Pour continuer à parler argent, on peut aussi dire que certains tondent littéralement la laine sur le dos des écrivains (et j’ai bien conscience que ce n’est pas parce qu’on a publié trois posts sur Facebook qu’on est un écrivain…). Pour citer un exemple parmi d’autres, alors que, le reste du temps, pas mal de libraires méprisent superbement les petits auteurs, ces mêmes libraires n’ont aucun scrupule à prélever leur pourcentage sur les ventes réalisées par ceux que les mauvaises langues appellent volontiers les « écrivains du dimanche », à savoir ceux qui ont coutume de squatter les salons littéraires le plus souvent organisés ce jour-là.

Pendant ce temps-là, alors qu’on tient salon à la Grande Librairie, des maisons d’édition avec un pignon bien en vue sur les grands boulevards, s’offrent sur un front les services de lecteurs en sensibilité (cf. chronique du 31 mars 2022) et sur l’autre se disputent les plumes les plus bankables. Le tout pour consciencieusement formater les goûts du public et inonder le marché de livres de moins en moins originaux.

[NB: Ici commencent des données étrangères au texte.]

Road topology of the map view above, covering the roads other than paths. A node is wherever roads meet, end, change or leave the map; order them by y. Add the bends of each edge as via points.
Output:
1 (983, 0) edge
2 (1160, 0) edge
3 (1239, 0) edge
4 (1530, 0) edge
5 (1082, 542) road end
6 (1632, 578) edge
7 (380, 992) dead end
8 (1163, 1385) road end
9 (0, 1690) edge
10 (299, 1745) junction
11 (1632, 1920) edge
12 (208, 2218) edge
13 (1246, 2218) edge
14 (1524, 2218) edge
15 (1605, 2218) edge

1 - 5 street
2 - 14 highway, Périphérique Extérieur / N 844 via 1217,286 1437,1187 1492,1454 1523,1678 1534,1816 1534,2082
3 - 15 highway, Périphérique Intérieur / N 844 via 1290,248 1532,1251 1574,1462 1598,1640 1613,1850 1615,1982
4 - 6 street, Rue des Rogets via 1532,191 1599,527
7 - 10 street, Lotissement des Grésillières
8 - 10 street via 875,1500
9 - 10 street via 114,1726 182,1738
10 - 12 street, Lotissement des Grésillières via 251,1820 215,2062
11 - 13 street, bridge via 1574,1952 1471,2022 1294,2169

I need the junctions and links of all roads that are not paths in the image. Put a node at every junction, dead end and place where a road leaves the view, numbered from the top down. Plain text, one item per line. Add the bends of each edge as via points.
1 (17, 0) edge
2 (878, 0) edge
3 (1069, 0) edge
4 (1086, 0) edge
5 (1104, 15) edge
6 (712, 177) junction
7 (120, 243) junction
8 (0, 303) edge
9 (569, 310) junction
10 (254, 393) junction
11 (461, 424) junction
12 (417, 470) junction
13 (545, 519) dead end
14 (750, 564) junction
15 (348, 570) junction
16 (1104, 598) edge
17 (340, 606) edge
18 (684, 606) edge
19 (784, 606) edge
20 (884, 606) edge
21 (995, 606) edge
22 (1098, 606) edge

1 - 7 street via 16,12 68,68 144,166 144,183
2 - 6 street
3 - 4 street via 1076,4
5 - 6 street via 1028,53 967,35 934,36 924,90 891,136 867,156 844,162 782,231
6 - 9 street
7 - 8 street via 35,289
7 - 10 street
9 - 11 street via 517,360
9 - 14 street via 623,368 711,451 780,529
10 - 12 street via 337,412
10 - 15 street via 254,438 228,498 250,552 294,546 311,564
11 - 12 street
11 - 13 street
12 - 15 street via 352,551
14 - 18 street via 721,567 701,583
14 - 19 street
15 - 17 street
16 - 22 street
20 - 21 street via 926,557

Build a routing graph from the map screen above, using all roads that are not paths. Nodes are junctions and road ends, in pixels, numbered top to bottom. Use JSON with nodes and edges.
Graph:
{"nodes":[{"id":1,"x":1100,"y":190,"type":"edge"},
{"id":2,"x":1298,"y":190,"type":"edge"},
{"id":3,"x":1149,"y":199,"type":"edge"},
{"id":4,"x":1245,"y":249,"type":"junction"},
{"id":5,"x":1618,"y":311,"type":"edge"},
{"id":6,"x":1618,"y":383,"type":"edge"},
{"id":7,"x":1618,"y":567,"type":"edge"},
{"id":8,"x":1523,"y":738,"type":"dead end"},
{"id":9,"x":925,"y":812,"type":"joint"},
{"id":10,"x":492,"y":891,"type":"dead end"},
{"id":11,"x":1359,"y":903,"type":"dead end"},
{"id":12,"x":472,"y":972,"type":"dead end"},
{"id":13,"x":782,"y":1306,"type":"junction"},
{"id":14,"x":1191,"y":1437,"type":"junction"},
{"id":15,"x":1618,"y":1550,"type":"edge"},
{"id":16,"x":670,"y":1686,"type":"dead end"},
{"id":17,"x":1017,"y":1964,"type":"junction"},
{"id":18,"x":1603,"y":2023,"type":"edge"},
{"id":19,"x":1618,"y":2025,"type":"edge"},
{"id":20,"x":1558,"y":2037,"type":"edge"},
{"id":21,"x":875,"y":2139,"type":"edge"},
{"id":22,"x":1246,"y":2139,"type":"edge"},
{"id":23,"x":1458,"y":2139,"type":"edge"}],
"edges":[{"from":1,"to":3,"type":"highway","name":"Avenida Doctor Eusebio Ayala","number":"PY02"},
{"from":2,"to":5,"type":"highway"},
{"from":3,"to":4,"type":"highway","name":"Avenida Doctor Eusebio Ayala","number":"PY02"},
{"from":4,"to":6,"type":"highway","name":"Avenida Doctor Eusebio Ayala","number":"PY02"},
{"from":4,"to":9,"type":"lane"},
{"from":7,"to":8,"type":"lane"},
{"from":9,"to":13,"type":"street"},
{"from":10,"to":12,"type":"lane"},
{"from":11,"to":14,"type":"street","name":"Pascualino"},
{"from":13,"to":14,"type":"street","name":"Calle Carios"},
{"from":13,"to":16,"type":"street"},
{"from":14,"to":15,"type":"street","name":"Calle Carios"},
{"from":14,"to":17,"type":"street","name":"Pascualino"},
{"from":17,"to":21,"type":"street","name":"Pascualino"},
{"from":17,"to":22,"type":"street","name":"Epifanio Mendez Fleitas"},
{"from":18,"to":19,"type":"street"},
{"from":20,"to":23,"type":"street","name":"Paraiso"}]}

Pour conclure ce billet, je dirai simplement que l’hyper concurrentiel marché du livre obéit donc à la loi du plus fort. J’ai toujours le vertige à chaque rentrée littéraire devant toutes ces nouveautés, parmi lesquelles se trouve toute une tripotée de premiers romans. Autant de matière potentielle pour le pilon. Mais si c’est comme ça tous les ans, je suppose que tout ceci doit bien profiter à certains. La chaîne du livre est longue. Et il faut savoir que ce n’est pas l’auteur, qui en est pourtant un maillon essentiel, le premier servi.